Thyroid hormone levels

Thyroid hormone levels can be measured by a simple thyroid stimulating hormone (TSH) blood test. It is important that TSH is at an optimal level, as it affects ovulation; up to 5% of women struggling to conceive have abnormal thyroid hormone levels. Thyroid hormone levels are also important in the development of the foetus, as they are crucial in growth. It has been found that children have higher IQs when expectant mothers are screened for thyroid stimulating hormone (TSH) levels, as potential thyroid dysfunctions are picked up and treated. The best way to assess thyroid levels is to ask for a blood test. Conventional wisdom suggests that 4.2 should be the upper limit for TSH. However, recent studies have suggested that TSH should be no higher than 2.5 when trying to conceive and 3.0 during pregnancy. Thyroid hormones are synthesised from iodine, so it is also important that iodine levels are optimal. If TSH or iodine levels prove to be too high/low, this can be easily rectified with supplementary medication.

Hyperthyroidism: Hyperthyroidism is when the thyroid is overactive and produces excess amounts of thyroid hormones. Graves disease and other autoimmune diseases are the most common manifestations of this. The presence of hyperthyroidism can be measured by performing a TSH blood test. Hyperthyroidism can cause infrequent periods in women and low sperm counts in men. Once hyperthyroidism has been diagnosed it can be treated with medication, radioactive iodine or surgery, after which hormone levels generally return to normal.

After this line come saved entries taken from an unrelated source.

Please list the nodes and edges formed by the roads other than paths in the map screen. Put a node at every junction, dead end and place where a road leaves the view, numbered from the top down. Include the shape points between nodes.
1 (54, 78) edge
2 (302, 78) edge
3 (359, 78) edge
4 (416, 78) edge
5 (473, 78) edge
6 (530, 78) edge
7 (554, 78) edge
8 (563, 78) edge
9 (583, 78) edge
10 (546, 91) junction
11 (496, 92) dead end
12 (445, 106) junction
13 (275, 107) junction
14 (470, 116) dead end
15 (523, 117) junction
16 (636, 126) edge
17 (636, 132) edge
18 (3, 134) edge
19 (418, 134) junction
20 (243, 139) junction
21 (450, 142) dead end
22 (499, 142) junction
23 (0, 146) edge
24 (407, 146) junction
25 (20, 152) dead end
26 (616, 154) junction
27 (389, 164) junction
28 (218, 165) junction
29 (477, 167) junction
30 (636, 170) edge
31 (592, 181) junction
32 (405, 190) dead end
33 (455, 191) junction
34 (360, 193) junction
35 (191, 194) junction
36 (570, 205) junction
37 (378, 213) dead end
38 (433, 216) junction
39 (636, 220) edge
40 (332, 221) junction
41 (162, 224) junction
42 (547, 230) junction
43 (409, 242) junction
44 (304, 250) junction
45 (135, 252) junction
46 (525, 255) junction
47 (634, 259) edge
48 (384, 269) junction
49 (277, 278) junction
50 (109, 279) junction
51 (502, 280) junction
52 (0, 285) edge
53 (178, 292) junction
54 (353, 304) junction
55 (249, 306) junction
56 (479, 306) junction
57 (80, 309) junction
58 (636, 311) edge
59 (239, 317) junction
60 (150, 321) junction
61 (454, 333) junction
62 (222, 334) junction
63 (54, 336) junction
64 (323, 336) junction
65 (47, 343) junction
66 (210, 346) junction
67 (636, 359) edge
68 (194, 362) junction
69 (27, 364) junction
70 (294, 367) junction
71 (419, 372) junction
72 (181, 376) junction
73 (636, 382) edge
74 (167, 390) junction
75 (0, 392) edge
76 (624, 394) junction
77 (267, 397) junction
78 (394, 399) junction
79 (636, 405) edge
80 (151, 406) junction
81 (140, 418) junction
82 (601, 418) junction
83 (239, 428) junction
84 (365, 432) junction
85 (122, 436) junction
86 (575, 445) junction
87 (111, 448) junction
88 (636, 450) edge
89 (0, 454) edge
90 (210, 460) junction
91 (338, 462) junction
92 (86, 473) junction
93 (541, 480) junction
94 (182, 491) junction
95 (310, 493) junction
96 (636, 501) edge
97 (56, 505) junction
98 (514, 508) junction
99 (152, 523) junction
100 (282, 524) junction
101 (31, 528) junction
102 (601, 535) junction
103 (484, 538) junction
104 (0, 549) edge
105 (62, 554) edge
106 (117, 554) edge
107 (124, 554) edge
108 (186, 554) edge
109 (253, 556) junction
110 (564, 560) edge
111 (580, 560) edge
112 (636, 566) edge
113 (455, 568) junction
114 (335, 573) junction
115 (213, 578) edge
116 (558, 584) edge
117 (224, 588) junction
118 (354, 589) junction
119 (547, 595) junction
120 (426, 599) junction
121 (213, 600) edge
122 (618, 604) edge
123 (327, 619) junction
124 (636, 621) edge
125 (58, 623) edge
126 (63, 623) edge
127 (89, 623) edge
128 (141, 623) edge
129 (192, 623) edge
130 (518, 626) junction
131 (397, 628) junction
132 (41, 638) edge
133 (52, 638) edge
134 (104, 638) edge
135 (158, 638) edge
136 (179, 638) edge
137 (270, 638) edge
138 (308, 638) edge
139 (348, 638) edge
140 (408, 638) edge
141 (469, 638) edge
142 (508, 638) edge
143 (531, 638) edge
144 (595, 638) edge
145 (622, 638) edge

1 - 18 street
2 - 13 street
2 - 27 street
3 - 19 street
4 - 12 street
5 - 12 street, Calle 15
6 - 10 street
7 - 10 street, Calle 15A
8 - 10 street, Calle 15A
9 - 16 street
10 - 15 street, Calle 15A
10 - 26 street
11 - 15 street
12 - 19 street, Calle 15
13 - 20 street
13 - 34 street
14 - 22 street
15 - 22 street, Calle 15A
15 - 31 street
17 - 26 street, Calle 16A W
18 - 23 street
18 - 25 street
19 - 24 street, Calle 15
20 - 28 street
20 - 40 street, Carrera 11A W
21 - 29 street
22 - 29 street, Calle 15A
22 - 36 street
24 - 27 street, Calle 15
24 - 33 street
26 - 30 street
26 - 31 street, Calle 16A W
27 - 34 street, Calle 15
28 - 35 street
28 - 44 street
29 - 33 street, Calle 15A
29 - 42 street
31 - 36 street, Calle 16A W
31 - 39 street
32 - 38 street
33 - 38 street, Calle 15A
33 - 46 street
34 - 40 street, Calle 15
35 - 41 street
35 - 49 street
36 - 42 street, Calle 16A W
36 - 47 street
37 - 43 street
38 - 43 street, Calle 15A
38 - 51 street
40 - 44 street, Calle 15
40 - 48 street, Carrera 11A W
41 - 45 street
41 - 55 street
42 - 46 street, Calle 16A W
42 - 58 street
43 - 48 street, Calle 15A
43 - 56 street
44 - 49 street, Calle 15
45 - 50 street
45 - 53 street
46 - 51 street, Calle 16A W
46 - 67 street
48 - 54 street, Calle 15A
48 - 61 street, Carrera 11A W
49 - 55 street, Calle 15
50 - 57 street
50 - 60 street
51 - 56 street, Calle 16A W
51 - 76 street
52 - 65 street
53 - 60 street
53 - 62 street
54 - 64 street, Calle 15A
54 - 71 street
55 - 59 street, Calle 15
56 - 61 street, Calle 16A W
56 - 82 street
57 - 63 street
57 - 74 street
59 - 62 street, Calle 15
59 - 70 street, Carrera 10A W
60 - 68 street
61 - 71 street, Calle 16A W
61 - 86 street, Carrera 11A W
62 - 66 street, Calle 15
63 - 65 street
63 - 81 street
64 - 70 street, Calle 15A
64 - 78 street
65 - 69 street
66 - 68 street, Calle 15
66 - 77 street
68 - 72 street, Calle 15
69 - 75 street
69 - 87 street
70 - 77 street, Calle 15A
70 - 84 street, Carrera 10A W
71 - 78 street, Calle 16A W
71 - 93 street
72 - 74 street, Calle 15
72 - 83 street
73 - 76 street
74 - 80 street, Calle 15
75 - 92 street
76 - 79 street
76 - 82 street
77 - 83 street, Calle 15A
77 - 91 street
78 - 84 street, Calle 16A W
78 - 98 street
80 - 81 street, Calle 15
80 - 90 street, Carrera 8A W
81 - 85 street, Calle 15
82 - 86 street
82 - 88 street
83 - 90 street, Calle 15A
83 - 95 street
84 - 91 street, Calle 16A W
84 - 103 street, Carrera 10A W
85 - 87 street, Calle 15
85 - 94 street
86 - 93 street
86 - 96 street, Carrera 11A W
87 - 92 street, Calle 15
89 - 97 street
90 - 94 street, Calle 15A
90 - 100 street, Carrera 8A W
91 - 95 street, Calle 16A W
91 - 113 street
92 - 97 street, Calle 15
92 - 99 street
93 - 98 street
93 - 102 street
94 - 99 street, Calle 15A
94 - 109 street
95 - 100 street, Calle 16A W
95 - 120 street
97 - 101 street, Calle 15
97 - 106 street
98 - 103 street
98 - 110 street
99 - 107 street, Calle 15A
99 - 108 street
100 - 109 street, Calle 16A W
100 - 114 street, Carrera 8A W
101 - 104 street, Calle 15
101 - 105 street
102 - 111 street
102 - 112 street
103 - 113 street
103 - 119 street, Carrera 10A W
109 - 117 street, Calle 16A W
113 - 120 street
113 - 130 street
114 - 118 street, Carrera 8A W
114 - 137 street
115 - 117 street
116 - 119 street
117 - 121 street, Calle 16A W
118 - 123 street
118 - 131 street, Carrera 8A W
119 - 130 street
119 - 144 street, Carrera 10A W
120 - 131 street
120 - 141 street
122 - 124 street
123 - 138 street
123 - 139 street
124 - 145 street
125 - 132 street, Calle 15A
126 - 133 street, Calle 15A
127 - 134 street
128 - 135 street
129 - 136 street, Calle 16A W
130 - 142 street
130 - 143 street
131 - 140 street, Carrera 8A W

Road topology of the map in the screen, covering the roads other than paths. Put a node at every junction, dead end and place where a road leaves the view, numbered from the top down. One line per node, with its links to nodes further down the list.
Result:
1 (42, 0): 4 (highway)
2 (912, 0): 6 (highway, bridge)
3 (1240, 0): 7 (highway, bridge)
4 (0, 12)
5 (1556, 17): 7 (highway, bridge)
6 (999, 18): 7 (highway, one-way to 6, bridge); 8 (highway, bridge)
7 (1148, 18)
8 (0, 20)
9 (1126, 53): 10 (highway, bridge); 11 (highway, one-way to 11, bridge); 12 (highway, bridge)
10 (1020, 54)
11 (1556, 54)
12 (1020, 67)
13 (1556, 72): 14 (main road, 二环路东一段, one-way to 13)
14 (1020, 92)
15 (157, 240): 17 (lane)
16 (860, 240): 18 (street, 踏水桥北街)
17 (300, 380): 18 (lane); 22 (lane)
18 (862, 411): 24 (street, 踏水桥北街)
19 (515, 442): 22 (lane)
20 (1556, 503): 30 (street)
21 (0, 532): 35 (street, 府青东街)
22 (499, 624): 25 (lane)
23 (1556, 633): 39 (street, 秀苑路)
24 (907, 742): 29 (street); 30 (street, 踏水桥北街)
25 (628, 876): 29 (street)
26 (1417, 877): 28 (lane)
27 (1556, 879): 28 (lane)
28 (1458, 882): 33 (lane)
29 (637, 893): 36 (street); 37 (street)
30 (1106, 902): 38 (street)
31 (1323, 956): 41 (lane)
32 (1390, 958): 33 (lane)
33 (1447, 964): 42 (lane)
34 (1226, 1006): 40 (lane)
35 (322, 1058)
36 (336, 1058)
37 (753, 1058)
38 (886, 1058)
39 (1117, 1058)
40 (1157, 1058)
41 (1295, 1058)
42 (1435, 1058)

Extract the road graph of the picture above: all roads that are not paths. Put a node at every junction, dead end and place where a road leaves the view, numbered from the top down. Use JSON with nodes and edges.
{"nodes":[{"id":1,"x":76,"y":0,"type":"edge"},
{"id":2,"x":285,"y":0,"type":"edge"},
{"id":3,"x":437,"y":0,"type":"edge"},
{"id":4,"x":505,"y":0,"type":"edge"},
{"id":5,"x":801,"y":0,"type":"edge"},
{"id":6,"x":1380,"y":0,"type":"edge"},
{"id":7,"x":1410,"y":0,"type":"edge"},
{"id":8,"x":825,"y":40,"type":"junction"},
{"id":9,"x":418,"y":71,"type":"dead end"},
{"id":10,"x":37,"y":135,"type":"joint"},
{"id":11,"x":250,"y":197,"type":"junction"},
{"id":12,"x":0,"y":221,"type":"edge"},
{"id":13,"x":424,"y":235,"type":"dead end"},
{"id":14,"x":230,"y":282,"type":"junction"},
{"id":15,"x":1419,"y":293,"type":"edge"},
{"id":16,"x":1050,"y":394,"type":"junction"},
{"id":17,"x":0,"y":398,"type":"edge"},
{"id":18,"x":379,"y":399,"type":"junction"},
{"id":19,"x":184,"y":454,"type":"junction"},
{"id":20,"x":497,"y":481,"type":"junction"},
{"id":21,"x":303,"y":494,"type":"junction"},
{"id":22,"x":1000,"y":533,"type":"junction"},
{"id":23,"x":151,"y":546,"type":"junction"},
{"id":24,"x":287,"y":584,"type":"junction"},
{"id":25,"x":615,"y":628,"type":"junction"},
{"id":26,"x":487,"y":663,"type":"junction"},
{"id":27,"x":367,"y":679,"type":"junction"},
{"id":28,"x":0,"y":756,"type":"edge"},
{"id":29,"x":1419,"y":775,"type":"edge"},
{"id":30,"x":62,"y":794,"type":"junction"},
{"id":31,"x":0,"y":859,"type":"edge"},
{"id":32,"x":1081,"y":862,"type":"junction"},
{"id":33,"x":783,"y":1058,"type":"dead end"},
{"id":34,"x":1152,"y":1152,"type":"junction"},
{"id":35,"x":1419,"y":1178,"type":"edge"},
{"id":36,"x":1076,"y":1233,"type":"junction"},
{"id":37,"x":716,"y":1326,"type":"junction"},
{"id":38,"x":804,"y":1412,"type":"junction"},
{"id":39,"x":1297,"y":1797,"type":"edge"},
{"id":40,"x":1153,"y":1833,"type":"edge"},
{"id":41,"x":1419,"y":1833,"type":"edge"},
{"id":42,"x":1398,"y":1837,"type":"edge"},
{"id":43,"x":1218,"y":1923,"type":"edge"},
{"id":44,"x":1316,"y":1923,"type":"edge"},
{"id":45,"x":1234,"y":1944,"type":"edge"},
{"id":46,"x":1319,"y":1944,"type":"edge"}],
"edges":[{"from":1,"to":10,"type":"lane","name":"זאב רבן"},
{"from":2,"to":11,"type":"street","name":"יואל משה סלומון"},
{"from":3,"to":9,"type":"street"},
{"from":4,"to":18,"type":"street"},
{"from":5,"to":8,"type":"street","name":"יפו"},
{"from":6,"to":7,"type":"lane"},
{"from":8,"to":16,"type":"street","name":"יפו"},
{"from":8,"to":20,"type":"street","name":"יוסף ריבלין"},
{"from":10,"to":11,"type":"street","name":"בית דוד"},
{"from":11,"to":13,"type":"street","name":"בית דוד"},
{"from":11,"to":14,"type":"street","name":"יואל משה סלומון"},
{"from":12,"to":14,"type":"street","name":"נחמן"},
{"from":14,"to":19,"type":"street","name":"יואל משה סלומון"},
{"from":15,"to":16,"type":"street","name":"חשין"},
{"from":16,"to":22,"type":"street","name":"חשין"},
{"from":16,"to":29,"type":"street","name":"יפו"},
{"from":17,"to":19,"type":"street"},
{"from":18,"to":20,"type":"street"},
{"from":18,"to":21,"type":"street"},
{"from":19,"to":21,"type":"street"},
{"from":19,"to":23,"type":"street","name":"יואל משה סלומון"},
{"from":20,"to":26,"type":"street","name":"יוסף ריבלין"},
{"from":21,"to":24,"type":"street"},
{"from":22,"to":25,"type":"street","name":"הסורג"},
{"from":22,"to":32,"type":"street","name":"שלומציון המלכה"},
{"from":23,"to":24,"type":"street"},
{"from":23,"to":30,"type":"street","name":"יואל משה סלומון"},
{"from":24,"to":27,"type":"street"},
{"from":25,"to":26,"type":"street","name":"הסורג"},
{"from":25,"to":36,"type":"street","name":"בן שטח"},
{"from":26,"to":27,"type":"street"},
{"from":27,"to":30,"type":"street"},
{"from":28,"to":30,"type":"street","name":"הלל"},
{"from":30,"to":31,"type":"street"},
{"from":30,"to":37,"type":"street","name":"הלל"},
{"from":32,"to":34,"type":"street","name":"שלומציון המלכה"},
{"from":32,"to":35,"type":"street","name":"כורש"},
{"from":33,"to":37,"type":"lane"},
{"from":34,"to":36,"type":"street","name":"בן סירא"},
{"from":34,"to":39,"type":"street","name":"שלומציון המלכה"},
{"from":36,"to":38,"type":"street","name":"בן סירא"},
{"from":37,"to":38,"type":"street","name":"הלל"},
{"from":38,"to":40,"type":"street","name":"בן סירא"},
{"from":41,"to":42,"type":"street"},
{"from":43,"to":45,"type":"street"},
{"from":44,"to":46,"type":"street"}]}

Hypothyroidism: Hypothyroidism occurs when the thyroid is underactive and does not produce enough thyroid hormones. This is often caused by a lack of iodine in the diet, or by autoimmune diseases such as Hasimoto’s thyroiditis. It is associated with reduced fertility, an increased risk of miscarriage, lower infant intelligence, pre-eclampsia, premature birth and infant death. Hypothyroidism can again be diagnosed with a simple blood test. Treatment is usually supplementation with iodine or a synthetic form of thyroid hormone, thyroxine.

Thyroid antibodies

As well as levels of thyroid hormones, thyroid antibodies are another factor which has an impact on fertility. These are produced if the thyroid is being mistakenly attacked by the immune system as part of an auto-immune disease, and they are present in between 8 and 30% of infertile women. The presence of thyroid antibodies increases the risk of pregnancy loss, making it about 4x more likely. The mechanism of this is not yet clear; it could affect implantation or interact with other antibodies. Again, the best way to pick up on this is to undergo a blood test, so that appropriate treatment can be arranged if necessary.

Preventative measures

Apart from diagnosis and medication, there are some lifestyle choices that can be taken to ensure that the thyroid functions properly. Reducing stress is important, as high cortisol (a stress hormone) levels inhibit thyroid hormone production. Increasing exercise is also helpful, as it promotes the production of thyroid hormones and increases the sensitivity of the tissues to these hormones. Modern diets also play a large part in thyroid dysfunction, in particular refined grains, sugars, soy products, peanuts and caffeine. Eating a healthy diet and avoiding smoking and alcohol consumption are therefore recommended.